Dalbavancin is a
lipoglycopeptide antibiotic recently approved by the United States Food and Drug Administration (FDA) for acute bacterial skin and skin structure
infections (ABSSSIs). It is active against gram-positive pathogens, including methicillin-resistant Staphylococcus aureus (MRSA), and minimum inhibitory concentrations (MICs) are consistently <0.125 µg/ml, much lower than most other anti-MRSA agents.
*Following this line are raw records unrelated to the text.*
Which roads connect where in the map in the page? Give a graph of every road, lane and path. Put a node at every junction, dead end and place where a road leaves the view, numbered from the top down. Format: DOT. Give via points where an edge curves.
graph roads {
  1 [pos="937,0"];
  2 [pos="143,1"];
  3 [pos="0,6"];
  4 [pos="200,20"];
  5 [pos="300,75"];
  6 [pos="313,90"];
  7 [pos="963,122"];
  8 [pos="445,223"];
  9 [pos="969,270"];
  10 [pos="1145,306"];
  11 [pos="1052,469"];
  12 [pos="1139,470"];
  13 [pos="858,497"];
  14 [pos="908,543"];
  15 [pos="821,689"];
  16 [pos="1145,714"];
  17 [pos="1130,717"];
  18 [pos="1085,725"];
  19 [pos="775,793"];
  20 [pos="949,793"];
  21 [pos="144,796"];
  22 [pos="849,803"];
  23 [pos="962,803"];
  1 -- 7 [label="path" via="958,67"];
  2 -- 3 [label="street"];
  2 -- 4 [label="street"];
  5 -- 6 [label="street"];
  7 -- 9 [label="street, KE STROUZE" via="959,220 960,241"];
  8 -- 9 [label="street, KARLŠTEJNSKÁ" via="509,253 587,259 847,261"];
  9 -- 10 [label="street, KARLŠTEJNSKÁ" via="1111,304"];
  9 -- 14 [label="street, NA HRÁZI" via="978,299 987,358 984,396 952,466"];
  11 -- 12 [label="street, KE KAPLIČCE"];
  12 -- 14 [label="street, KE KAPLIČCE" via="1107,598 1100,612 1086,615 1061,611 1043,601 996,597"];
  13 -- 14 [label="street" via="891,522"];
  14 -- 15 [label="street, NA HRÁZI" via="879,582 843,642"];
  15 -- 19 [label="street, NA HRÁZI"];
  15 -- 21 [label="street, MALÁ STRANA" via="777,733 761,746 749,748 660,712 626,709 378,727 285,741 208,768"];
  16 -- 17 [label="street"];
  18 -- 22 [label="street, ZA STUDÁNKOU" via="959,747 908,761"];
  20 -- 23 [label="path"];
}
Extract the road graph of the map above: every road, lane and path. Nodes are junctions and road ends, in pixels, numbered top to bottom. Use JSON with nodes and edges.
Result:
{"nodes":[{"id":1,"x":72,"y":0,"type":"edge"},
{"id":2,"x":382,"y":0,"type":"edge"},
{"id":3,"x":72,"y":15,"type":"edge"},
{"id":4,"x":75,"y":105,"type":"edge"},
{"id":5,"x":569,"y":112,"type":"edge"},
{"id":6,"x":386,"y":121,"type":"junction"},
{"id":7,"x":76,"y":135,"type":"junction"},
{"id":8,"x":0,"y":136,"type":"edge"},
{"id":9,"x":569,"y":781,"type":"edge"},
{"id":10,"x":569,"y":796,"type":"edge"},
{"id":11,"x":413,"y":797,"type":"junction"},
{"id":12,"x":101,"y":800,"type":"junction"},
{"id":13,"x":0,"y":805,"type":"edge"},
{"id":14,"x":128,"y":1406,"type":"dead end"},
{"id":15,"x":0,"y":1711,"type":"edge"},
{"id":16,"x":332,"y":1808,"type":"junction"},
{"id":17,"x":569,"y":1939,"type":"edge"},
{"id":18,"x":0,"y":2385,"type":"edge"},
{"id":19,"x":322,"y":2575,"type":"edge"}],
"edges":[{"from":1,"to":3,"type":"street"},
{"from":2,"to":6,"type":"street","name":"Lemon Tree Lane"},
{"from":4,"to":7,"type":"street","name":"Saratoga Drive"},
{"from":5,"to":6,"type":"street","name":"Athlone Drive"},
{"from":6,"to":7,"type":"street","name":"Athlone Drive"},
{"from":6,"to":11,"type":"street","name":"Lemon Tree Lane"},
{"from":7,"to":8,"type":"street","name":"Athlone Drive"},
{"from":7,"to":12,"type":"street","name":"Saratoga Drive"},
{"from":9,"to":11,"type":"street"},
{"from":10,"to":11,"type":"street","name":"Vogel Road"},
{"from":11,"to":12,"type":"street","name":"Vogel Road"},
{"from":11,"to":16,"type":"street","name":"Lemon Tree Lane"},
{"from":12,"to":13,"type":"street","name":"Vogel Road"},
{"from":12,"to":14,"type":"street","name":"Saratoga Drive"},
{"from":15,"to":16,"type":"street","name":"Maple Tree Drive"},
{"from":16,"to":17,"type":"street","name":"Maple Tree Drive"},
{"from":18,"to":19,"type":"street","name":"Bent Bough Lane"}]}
Dalbavancin possesses an extended half-life of over 1 week, allowing an initial dose of 1000 mg followed by 500 mg 1 week later to complete a course of
therapy for ABSSSI. It is approximately 95%
protein bound and is widely distributed throughout the body, achieving concentrations similar to plasma levels in numerous tissues. Against MRSA,
dalbavancin is 4-8 times more potent than
vancomycin in vitro, and limited data suggest it possesses activity against MRSA with reduced susceptibility to
vancomycin such as hVISA and VISA.
Dalbavancin also possesses in vitro activity against streptococci and enterococci, although activity against vancomycin-resistant enterococci is lacking. In phase 3 ABSSSI studies,
dalbavancin demonstrated similar activity to
vancomycin and provides a more convenient dosing regimen. Limited phase 2 data suggest
dalbavancin also possesses activity in
catheter-related
bloodstream infections. Potential further
therapeutic uses include conditions that require long-term treatment such as
osteomyelitis and
infective endocarditis, although data are currently lacking. The extended half-life of
dalbavancin, along with its in vitro activity against gram-positive organisms with reduced susceptibility to other anti-MRSA
antibiotics, suggest it could have an exciting clinical role going forward.